**Exercise details:** Make an exact copy of the data below, leaving out every picture.

=== Data ===

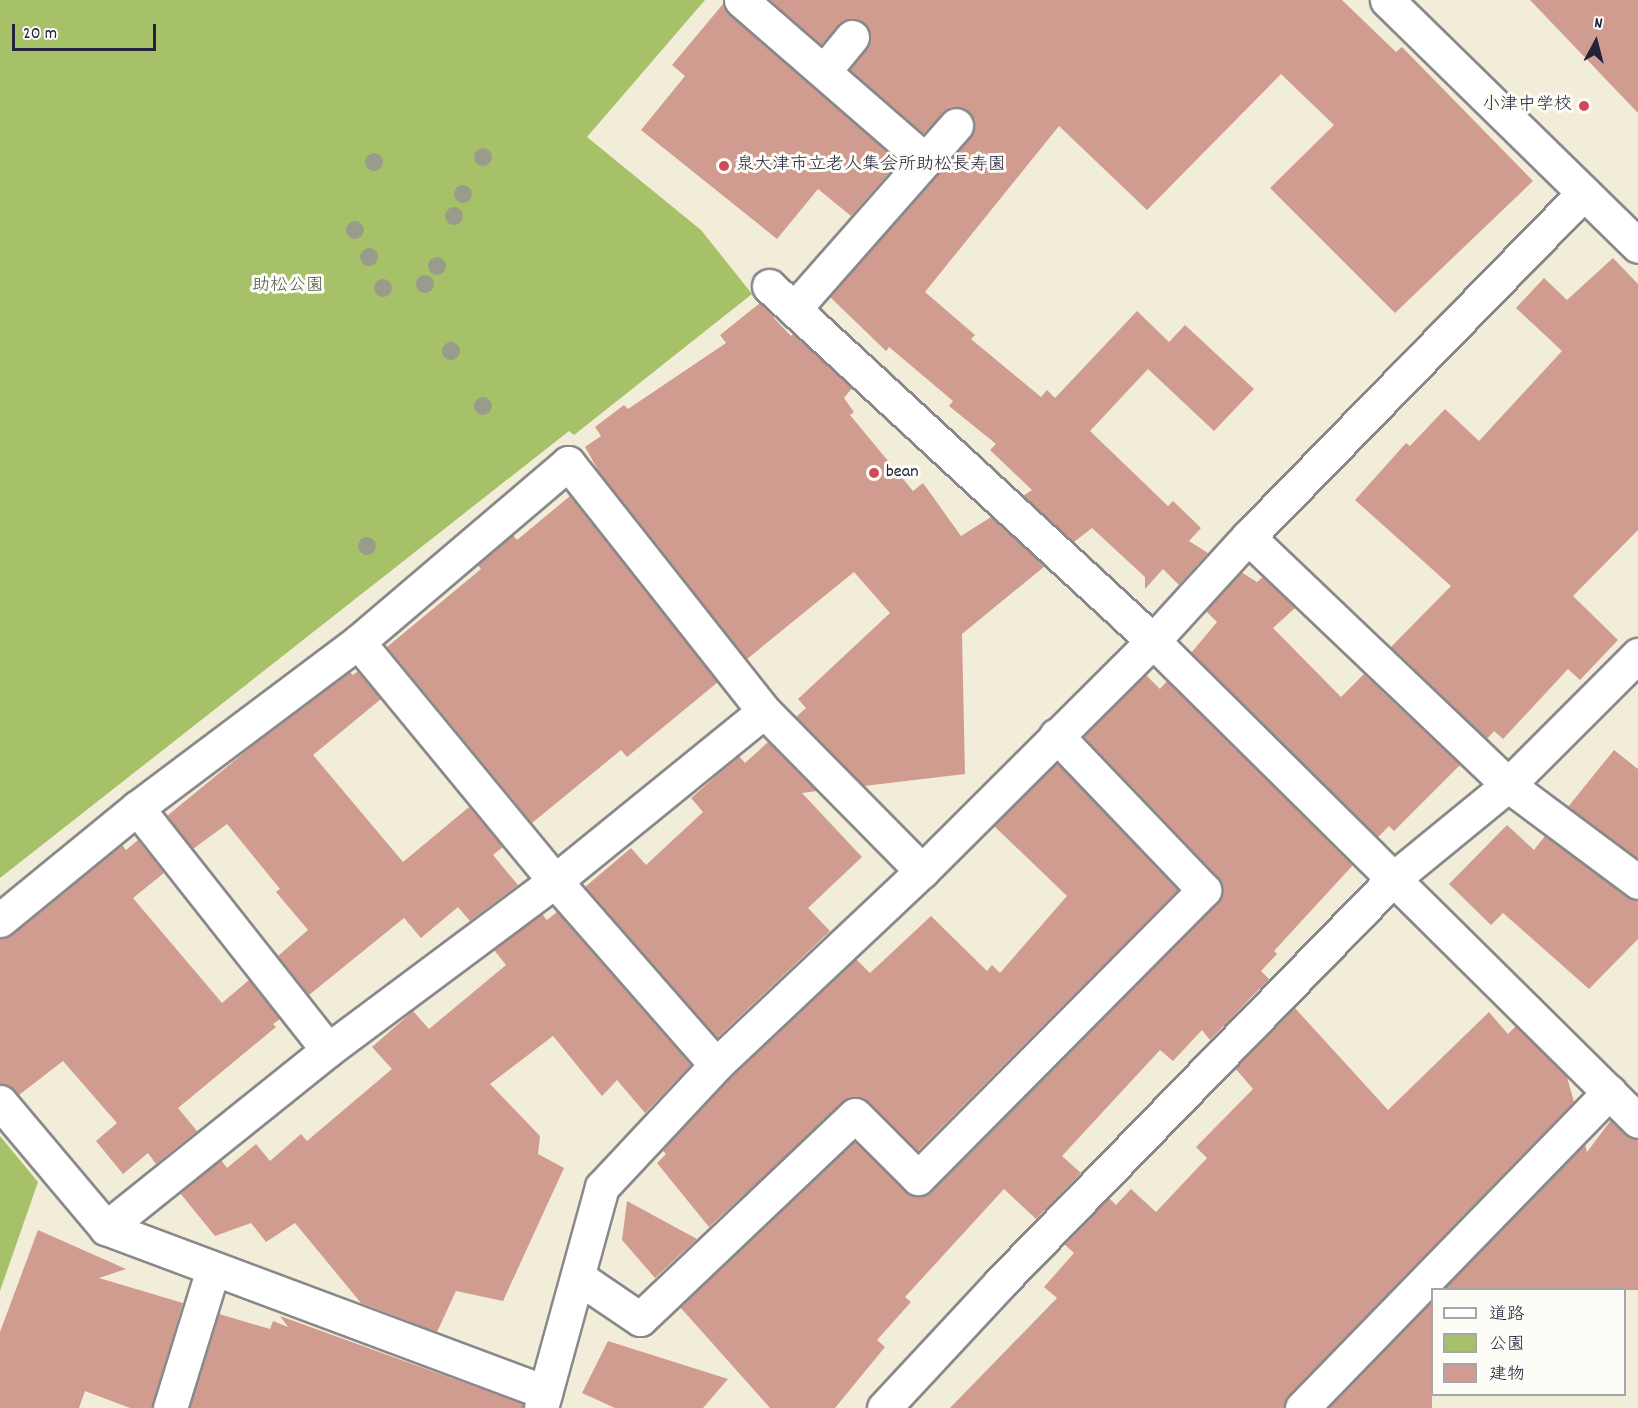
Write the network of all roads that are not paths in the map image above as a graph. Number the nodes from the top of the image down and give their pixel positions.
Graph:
1 (741, 0) edge
2 (1387, 0) edge
3 (852, 37) dead end
4 (824, 71) junction
5 (956, 125) dead end
6 (926, 160) junction
7 (1584, 193) junction
8 (1638, 246) edge
9 (769, 286) dead end
10 (794, 309) junction
11 (1248, 537) junction
12 (1153, 641) junction
13 (358, 642) junction
14 (1638, 655) edge
15 (764, 711) junction
16 (1056, 735) junction
17 (1508, 785) junction
18 (137, 808) junction
19 (922, 871) junction
20 (1393, 879) junction
21 (555, 881) junction
22 (1638, 882) edge
23 (0, 920) edge
24 (328, 1050) junction
25 (716, 1065) junction
26 (1608, 1092) junction
27 (0, 1102) edge
28 (1638, 1121) edge
29 (105, 1228) junction
30 (213, 1269) junction
31 (578, 1277) junction
32 (543, 1400) edge
33 (170, 1408) edge
34 (884, 1408) edge
35 (1302, 1408) edge

1 - 4 street
2 - 7 street
3 - 4 street
4 - 6 street
5 - 6 street
6 - 10 street
7 - 8 street
7 - 11 street
9 - 10 street
10 - 12 street
11 - 12 street
11 - 17 street
12 - 16 street
12 - 20 street
13 - 15 street
13 - 18 street
13 - 21 street
14 - 17 street
15 - 19 street
15 - 21 street
16 - 19 street
16 - 31 street
17 - 20 street
17 - 22 street
18 - 23 street
18 - 24 street
19 - 25 street
20 - 26 street
20 - 34 street
21 - 24 street
21 - 25 street
24 - 29 street
25 - 31 street
26 - 28 street
26 - 35 street
27 - 29 street
29 - 30 street
30 - 32 street
30 - 33 street
31 - 32 street

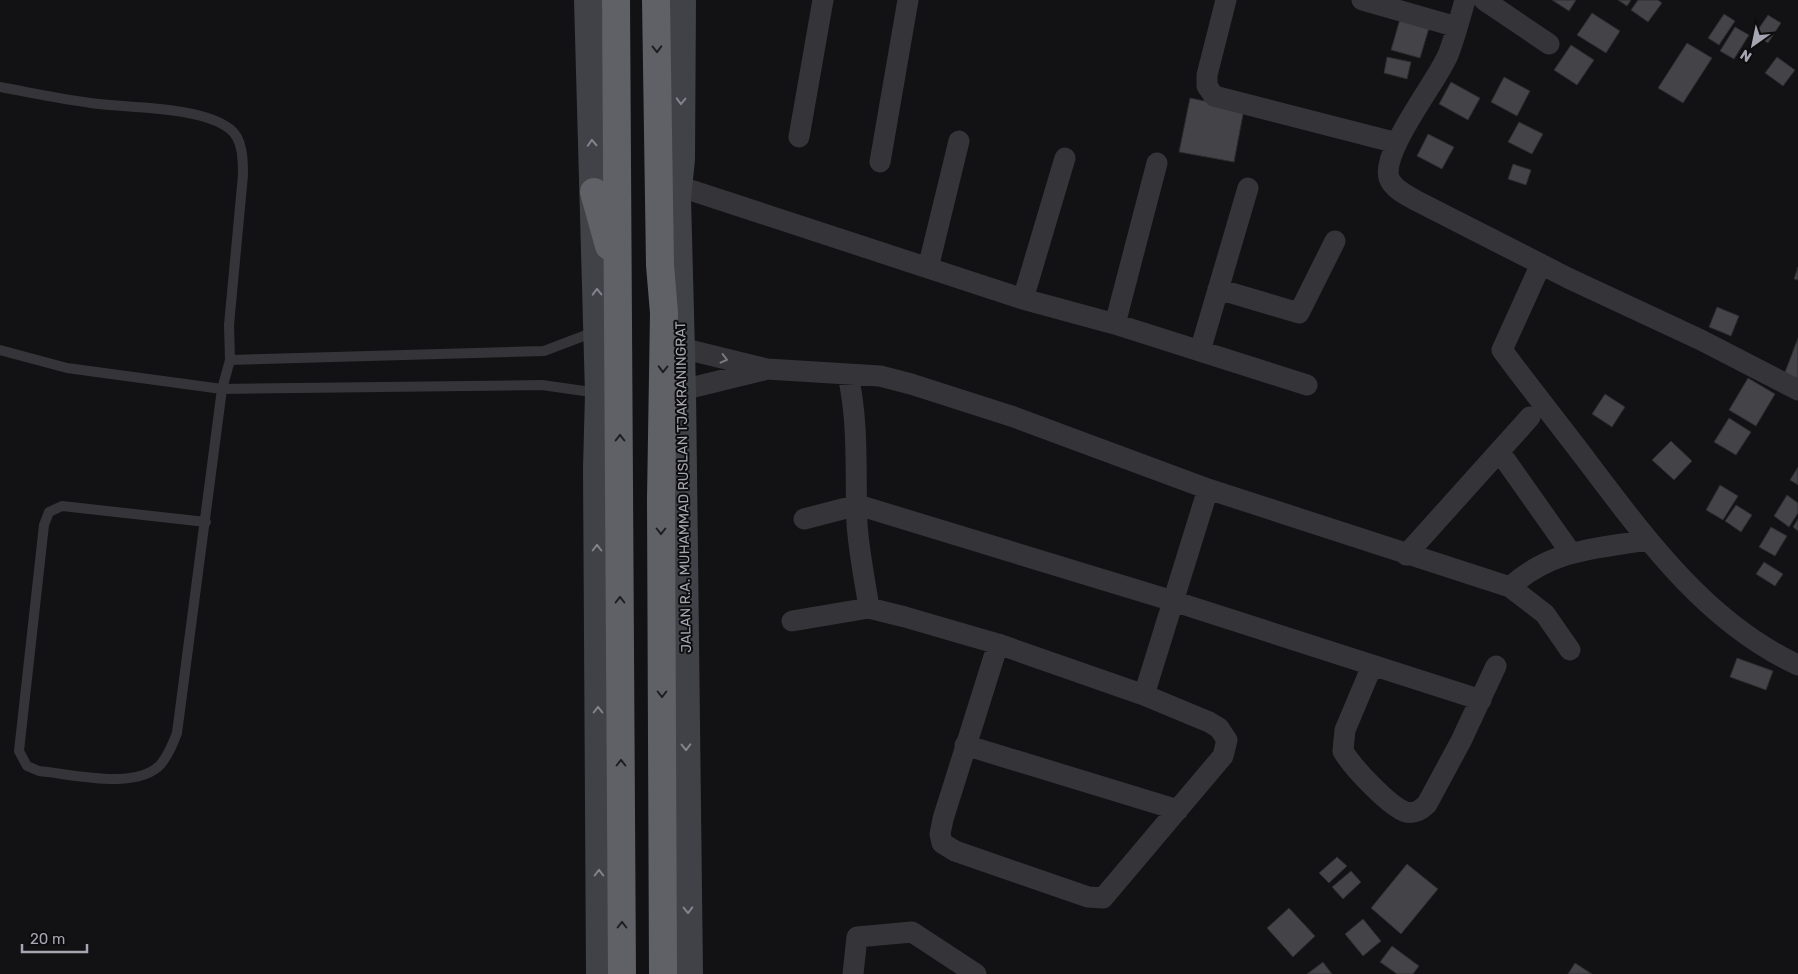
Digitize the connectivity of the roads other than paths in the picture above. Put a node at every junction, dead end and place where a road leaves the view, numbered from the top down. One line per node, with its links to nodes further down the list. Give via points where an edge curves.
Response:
1 (588, 0): 21 (street, one-way to 1)
2 (616, 0): 27 (highway)
3 (656, 0): 24 (highway, JALAN R.A. MUHAMMAD RUSLAN TJAKRANINGRAT, one-way to 24)
4 (682, 0): 22 (street, JALAN R.A. MUHAMMAD RUSLAN TJAKRANINGRAT, one-way to 22, via 681,159)
5 (823, 0): 14 (street)
6 (908, 0): 18 (street)
7 (1226, 0): 16 (street, via 1207,75 1207,86 1214,96)
8 (1362, 0): 11 (street)
9 (1465, 0): 11 (street)
10 (1484, 0): 12 (street)
11 (1457, 26): 16 (street, via 1442,67)
12 (1549, 44)
13 (0, 87): 36 (lane, via 96,104 195,115 215,120 234,133 242,153 243,175 229,325)
14 (799, 137)
15 (959, 141): 26 (street)
16 (1397, 143): 25 (street, via 1388,170 1395,187)
17 (1065, 158): 29 (street)
18 (880, 162)
19 (1157, 163): 31 (street)
20 (1248, 188): 28 (street)
21 (594, 192): 27 (highway); 32 (street, one-way to 21)
22 (677, 192): 24 (highway, via 671,233); 26 (street); 33 (street, JALAN R.A. MUHAMMAD RUSLAN TJAKRANINGRAT)
23 (1335, 242): 28 (street, via 1299,313)
24 (660, 264): 30 (highway, JALAN R.A. MUHAMMAD RUSLAN TJAKRANINGRAT)
25 (1541, 264): 42 (street); 50 (street, via 1502,350)
26 (928, 268): 29 (street)
27 (618, 271): 32 (highway)
28 (1218, 289): 35 (street)
29 (1023, 299): 31 (street)
30 (664, 313): 33 (highway); 68 (highway, JALAN R.A. MUHAMMAD RUSLAN TJAKRANINGRAT, one-way to 68, via 661,499)
31 (1115, 324): 35 (street)
32 (608, 334): 36 (lane, via 544,351); 43 (highway, via 606,368); 67 (highway, one-way to 32)
33 (681, 348): 37 (street, one-way to 37); 41 (street, JALAN R.A. MUHAMMAD RUSLAN TJAKRANINGRAT)
34 (0, 350): 40 (lane, via 67,368)
35 (1200, 351): 39 (street)
36 (230, 360): 40 (lane)
37 (767, 369): 38 (street); 41 (street)
38 (848, 375): 46 (street, via 880,376 947,395); 47 (street, via 857,433)
39 (1307, 385)
40 (222, 389): 43 (lane, via 542,385); 49 (lane)
41 (682, 390): 69 (street, JALAN R.A. MUHAMMAD RUSLAN TJAKRANINGRAT, one-way to 69)
42 (1798, 390)
43 (599, 394): 66 (street, one-way to 43)
44 (1530, 417): 45 (street)
45 (1499, 451): 51 (street); 52 (street)
46 (1208, 489): 52 (street); 54 (street)
47 (858, 505): 48 (street); 54 (street); 55 (street, via 860,555)
48 (804, 519)
49 (206, 522): 49 (lane, via 177,734 160,765 129,780 39,771 27,766 19,751 44,525 50,512 62,506)
50 (1648, 540): 51 (street); 59 (street, via 1690,588 1721,615)
51 (1570, 553): 53 (street, via 1534,567)
52 (1406, 554): 53 (street)
53 (1510, 587): 58 (street, via 1545,614)
54 (1173, 601): 60 (street); 62 (street)
55 (869, 608): 56 (street); 57 (street)
56 (792, 621)
57 (998, 644): 62 (street); 64 (street)
58 (1570, 650)
59 (1798, 665)
60 (1372, 666): 63 (street); 63 (street, via 1345,730 1343,751 1394,806 1406,812 1417,812 1427,804)
61 (1496, 666): 63 (street)
62 (1144, 695): 65 (street, via 1208,722 1226,736 1223,756)
63 (1482, 700)
64 (965, 745): 65 (street); 65 (street, via 943,818 942,843 955,851 1088,897 1103,898 1109,893)
65 (1178, 810)
66 (600, 974)
67 (622, 974)
68 (663, 974)
69 (689, 974)
70 (853, 974): 71 (street, via 858,937 912,932)
71 (976, 974)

===

**Output of the exercise:**
Write the network of all roads that are not paths in the map image above as a graph. Number the nodes from the top of the image down and give their pixel positions.
Graph:
1 (741, 0) edge
2 (1387, 0) edge
3 (852, 37) dead end
4 (824, 71) junction
5 (956, 125) dead end
6 (926, 160) junction
7 (1584, 193) junction
8 (1638, 246) edge
9 (769, 286) dead end
10 (794, 309) junction
11 (1248, 537) junction
12 (1153, 641) junction
13 (358, 642) junction
14 (1638, 655) edge
15 (764, 711) junction
16 (1056, 735) junction
17 (1508, 785) junction
18 (137, 808) junction
19 (922, 871) junction
20 (1393, 879) junction
21 (555, 881) junction
22 (1638, 882) edge
23 (0, 920) edge
24 (328, 1050) junction
25 (716, 1065) junction
26 (1608, 1092) junction
27 (0, 1102) edge
28 (1638, 1121) edge
29 (105, 1228) junction
30 (213, 1269) junction
31 (578, 1277) junction
32 (543, 1400) edge
33 (170, 1408) edge
34 (884, 1408) edge
35 (1302, 1408) edge

1 - 4 street
2 - 7 street
3 - 4 street
4 - 6 street
5 - 6 street
6 - 10 street
7 - 8 street
7 - 11 street
9 - 10 street
10 - 12 street
11 - 12 street
11 - 17 street
12 - 16 street
12 - 20 street
13 - 15 street
13 - 18 street
13 - 21 street
14 - 17 street
15 - 19 street
15 - 21 street
16 - 19 street
16 - 31 street
17 - 20 street
17 - 22 street
18 - 23 street
18 - 24 street
19 - 25 street
20 - 26 street
20 - 34 street
21 - 24 street
21 - 25 street
24 - 29 street
25 - 31 street
26 - 28 street
26 - 35 street
27 - 29 street
29 - 30 street
30 - 32 street
30 - 33 street
31 - 32 street

Digitize the connectivity of the roads other than paths in the picture above. Put a node at every junction, dead end and place where a road leaves the view, numbered from the top down. One line per node, with its links to nodes further down the list. Give via points where an edge curves.
Response:
1 (588, 0): 21 (street, one-way to 1)
2 (616, 0): 27 (highway)
3 (656, 0): 24 (highway, JALAN R.A. MUHAMMAD RUSLAN TJAKRANINGRAT, one-way to 24)
4 (682, 0): 22 (street, JALAN R.A. MUHAMMAD RUSLAN TJAKRANINGRAT, one-way to 22, via 681,159)
5 (823, 0): 14 (street)
6 (908, 0): 18 (street)
7 (1226, 0): 16 (street, via 1207,75 1207,86 1214,96)
8 (1362, 0): 11 (street)
9 (1465, 0): 11 (street)
10 (1484, 0): 12 (street)
11 (1457, 26): 16 (street, via 1442,67)
12 (1549, 44)
13 (0, 87): 36 (lane, via 96,104 195,115 215,120 234,133 242,153 243,175 229,325)
14 (799, 137)
15 (959, 141): 26 (street)
16 (1397, 143): 25 (street, via 1388,170 1395,187)
17 (1065, 158): 29 (street)
18 (880, 162)
19 (1157, 163): 31 (street)
20 (1248, 188): 28 (street)
21 (594, 192): 27 (highway); 32 (street, one-way to 21)
22 (677, 192): 24 (highway, via 671,233); 26 (street); 33 (street, JALAN R.A. MUHAMMAD RUSLAN TJAKRANINGRAT)
23 (1335, 242): 28 (street, via 1299,313)
24 (660, 264): 30 (highway, JALAN R.A. MUHAMMAD RUSLAN TJAKRANINGRAT)
25 (1541, 264): 42 (street); 50 (street, via 1502,350)
26 (928, 268): 29 (street)
27 (618, 271): 32 (highway)
28 (1218, 289): 35 (street)
29 (1023, 299): 31 (street)
30 (664, 313): 33 (highway); 68 (highway, JALAN R.A. MUHAMMAD RUSLAN TJAKRANINGRAT, one-way to 68, via 661,499)
31 (1115, 324): 35 (street)
32 (608, 334): 36 (lane, via 544,351); 43 (highway, via 606,368); 67 (highway, one-way to 32)
33 (681, 348): 37 (street, one-way to 37); 41 (street, JALAN R.A. MUHAMMAD RUSLAN TJAKRANINGRAT)
34 (0, 350): 40 (lane, via 67,368)
35 (1200, 351): 39 (street)
36 (230, 360): 40 (lane)
37 (767, 369): 38 (street); 41 (street)
38 (848, 375): 46 (street, via 880,376 947,395); 47 (street, via 857,433)
39 (1307, 385)
40 (222, 389): 43 (lane, via 542,385); 49 (lane)
41 (682, 390): 69 (street, JALAN R.A. MUHAMMAD RUSLAN TJAKRANINGRAT, one-way to 69)
42 (1798, 390)
43 (599, 394): 66 (street, one-way to 43)
44 (1530, 417): 45 (street)
45 (1499, 451): 51 (street); 52 (street)
46 (1208, 489): 52 (street); 54 (street)
47 (858, 505): 48 (street); 54 (street); 55 (street, via 860,555)
48 (804, 519)
49 (206, 522): 49 (lane, via 177,734 160,765 129,780 39,771 27,766 19,751 44,525 50,512 62,506)
50 (1648, 540): 51 (street); 59 (street, via 1690,588 1721,615)
51 (1570, 553): 53 (street, via 1534,567)
52 (1406, 554): 53 (street)
53 (1510, 587): 58 (street, via 1545,614)
54 (1173, 601): 60 (street); 62 (street)
55 (869, 608): 56 (street); 57 (street)
56 (792, 621)
57 (998, 644): 62 (street); 64 (street)
58 (1570, 650)
59 (1798, 665)
60 (1372, 666): 63 (street); 63 (street, via 1345,730 1343,751 1394,806 1406,812 1417,812 1427,804)
61 (1496, 666): 63 (street)
62 (1144, 695): 65 (street, via 1208,722 1226,736 1223,756)
63 (1482, 700)
64 (965, 745): 65 (street); 65 (street, via 943,818 942,843 955,851 1088,897 1103,898 1109,893)
65 (1178, 810)
66 (600, 974)
67 (622, 974)
68 (663, 974)
69 (689, 974)
70 (853, 974): 71 (street, via 858,937 912,932)
71 (976, 974)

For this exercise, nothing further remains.